Since he got his feet wet as a week-old infant, it’s all Lenny has ever known. He caught his first wave at 4 years old. Surfed in Fiji at 8. Secured his first windsurfing sponsor at 9. Latched on with Red Bull at 13. His popularity now can be traced to the broad range of his skill set. He’s among the top big-wave riders in the world but also an elite wind surfer, kite surfer and foil-board rider. He wants to be at the forefront of anything that involves strong winds and big waves. When he’s in town, Lenny lives with his parents in Pāʻia, along the island’s northern shore. He has a garage there that stores about 80 surfboards, lined up against the walls like library books. He is constantly tweaking the designs and shapes, each wrinkle aimed at optimizing aerodynamics and moving his board one step closer to a high-performance Formula One car.

A wave that crashes on Maui’s northern shore typically originates more than 2,000 miles away in the north Pacific, near the Aleutian Islands. Storms there swirl, and the wind energy is transferred to the ocean surface. A swell ripples across the ocean, often traveling at 30 mph or more and arriving three to five days later at the Hawaiian Islands, where surfers bob in the water waiting for the perfect ride. As it nears the shore, the swell experiences friction along the sea floor, which John Marra, the Honolulu-based regional climate services director for the National Oceanic and Atmospheric Administration, likens to tripping. “They’re hitting the reef or a knob of rocks and just turning over,” he said. Scientists have been studying each of these delicate, interconnected parts to understand the impact climate change will have on waves. The warming ocean affects wind patterns. The wind drives swells. The reef trips the swell and creates the waves that make surfers pop up onto their boards.

The historical data is somewhat limited, and because the ocean is vast, complex and varying, there isn’t a consensus on the changes that are afoot. Nothing will be universal across the globe, and while some areas might see smaller waves, others — particularly those at high latitudes — could see more pronounced effects. A study published this year from University of California Santa Cruz researchers spelled it out simply, saying the warming ocean is “changing the global wave climate, making waves stronger.” The study noted that wave power — the transfer of energy from wind to sea — increased by an average of 0.47 percent per year from 1948 to 2008 and has risen by 2.3 percent annually since 1994. The researchers further estimated that global wave power could increase anywhere from 32 to 122 percent this century, which could produce wave heights that grow 16 to 48 percent. A 2014 study by Canadian scientists projected increases in wave heights for about 50 percent of the Earth’s oceans and found that the one-in-10-year extreme wave heights could double or triple in frequency this century.
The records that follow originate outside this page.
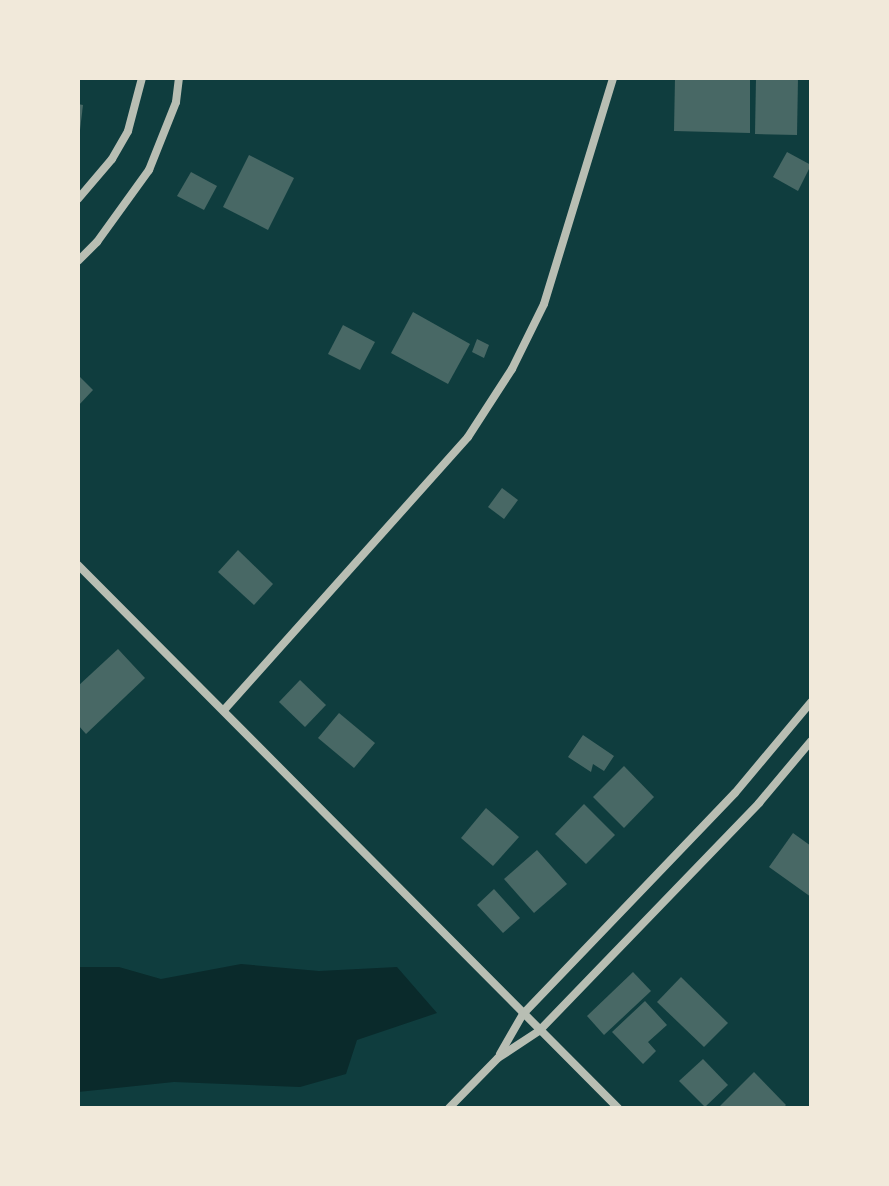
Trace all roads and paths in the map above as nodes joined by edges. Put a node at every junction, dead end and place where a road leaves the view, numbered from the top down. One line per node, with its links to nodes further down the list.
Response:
1 (142, 78): 4 (street)
2 (179, 78): 5 (street)
3 (613, 78): 8 (street)
4 (78, 199)
5 (78, 261)
6 (78, 565): 8 (street)
7 (811, 702): 10 (street)
8 (224, 710): 10 (street)
9 (811, 741): 11 (street)
10 (523, 1014): 11 (street); 12 (street)
11 (539, 1031): 12 (street); 14 (street)
12 (498, 1058): 13 (street)
13 (449, 1108)
14 (618, 1108)

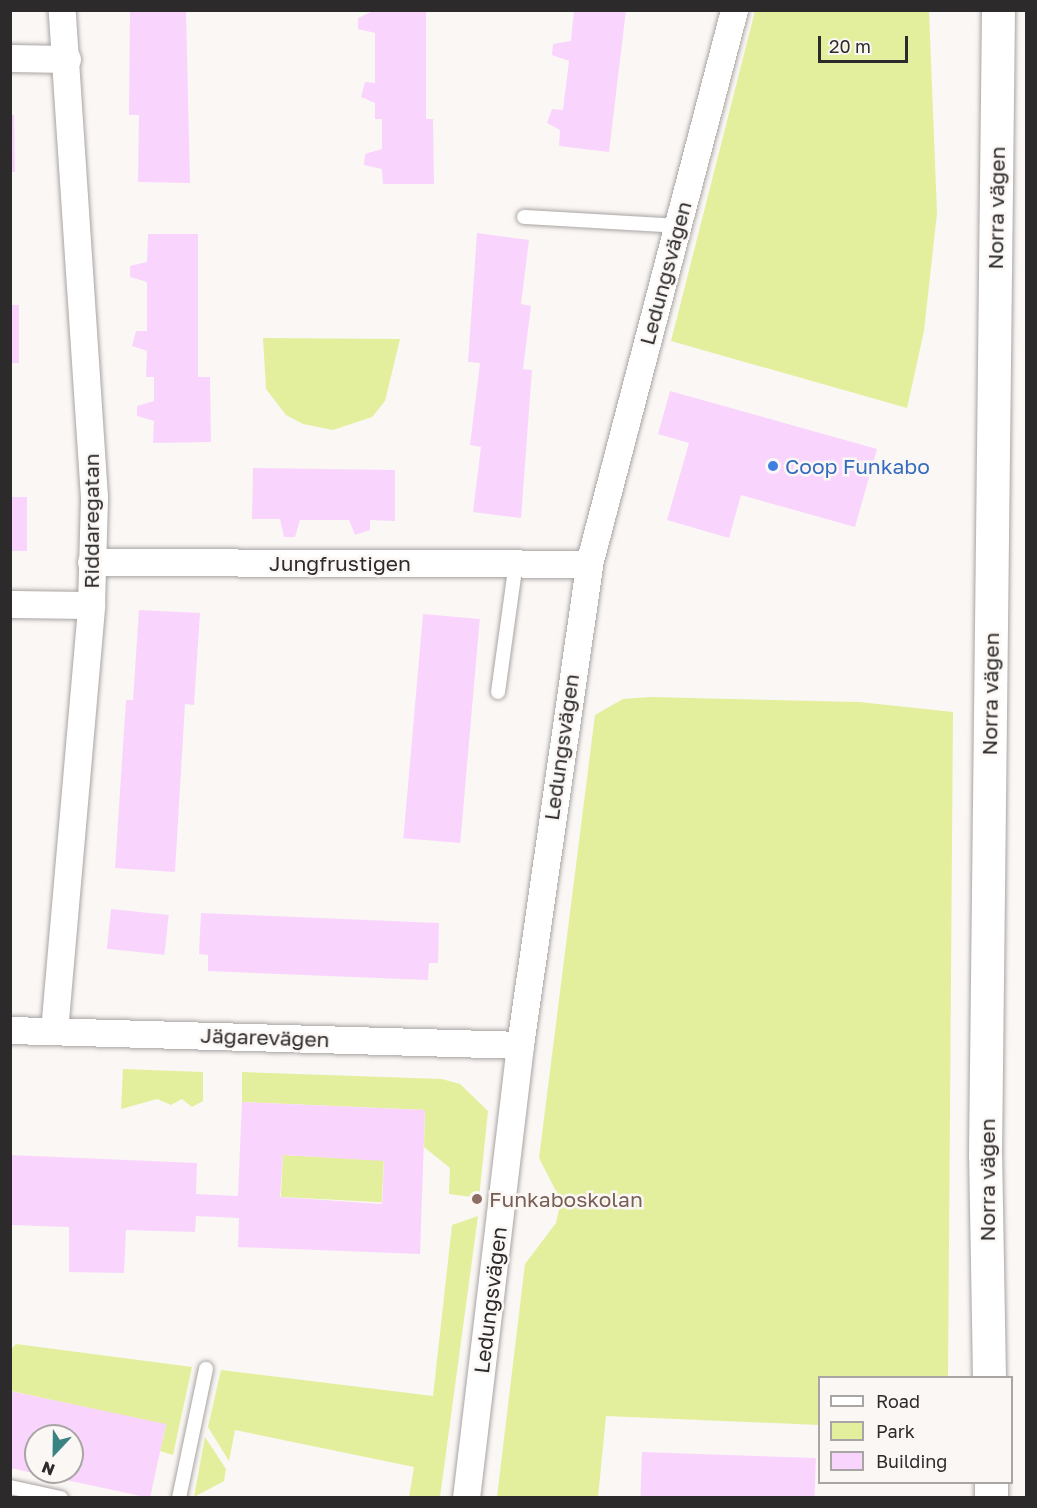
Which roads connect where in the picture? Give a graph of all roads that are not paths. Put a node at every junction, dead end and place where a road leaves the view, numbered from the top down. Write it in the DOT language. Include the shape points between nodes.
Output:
graph roads {
  1 [pos="62,10"];
  2 [pos="734,10"];
  3 [pos="998,10"];
  4 [pos="10,58"];
  5 [pos="67,59"];
  6 [pos="524,217"];
  7 [pos="678,226"];
  8 [pos="91,562"];
  9 [pos="516,563"];
  10 [pos="589,564"];
  11 [pos="10,604"];
  12 [pos="91,605"];
  13 [pos="498,692"];
  14 [pos="10,1030"];
  15 [pos="54,1031"];
  16 [pos="520,1045"];
  17 [pos="206,1369"];
  18 [pos="989,1376"];
  19 [pos="10,1486"];
  20 [pos="61,1497"];
  21 [pos="179,1497"];
  22 [pos="466,1497"];
  1 -- 5 [label="street, Riddaregatan"];
  2 -- 7 [label="street, Ledungsvägen"];
  3 -- 18 [label="main road, Norra vägen" via="986,1143"];
  4 -- 5 [label="street"];
  5 -- 8 [label="street, Riddaregatan" via="94,497"];
  6 -- 7 [label="lane"];
  7 -- 10 [label="street, Ledungsvägen"];
  8 -- 9 [label="street, Jungfrustigen"];
  8 -- 12 [label="street, Riddaregatan"];
  9 -- 10 [label="street, Jungfrustigen"];
  9 -- 13 [label="lane"];
  10 -- 16 [label="street, Ledungsvägen"];
  11 -- 12 [label="street"];
  12 -- 15 [label="street, Riddaregatan"];
  14 -- 15 [label="street, Jägarevägen"];
  15 -- 16 [label="street, Jägarevägen"];
  16 -- 22 [label="street, Ledungsvägen"];
  17 -- 21 [label="lane"];
  19 -- 20 [label="lane"];
}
“From a big-wave surfer’s perspective, we are entering sort of a golden age,” explained Mark Sponsler, the respected surf forecaster who founded the site stormsurf.com, “in the fact that the warmer the oceans are, the more evaporation there is. The more evaporation there is, the more energy gets sent into the atmosphere. The more energy in the atmosphere — specifically, in the jet stream — the stronger storms are, and storms are what govern the whole big-wave thing.” Australian researchers published a study last month that examined satellite and buoy data from 1985 through 2018 and found increases in wind speed and, to a lesser degree, wave heights across the globe. The changes were more pronounced in the Southern Hemisphere. In the Antarctic Ocean, for example, they found that extreme winds have increased by 8 percent over the past three decades and extreme waves by 5 percent — about a foot — though the study did not attempt to explore a causal relationship with climate change. "Climate modeling does point to some long-term changes in wave conditions, particularly in the [Antarctic] Ocean. However, more work is still required to be certain the changes we observe are caused by climate change,” said Ian Young, a researcher at the University of Melbourne who led the study.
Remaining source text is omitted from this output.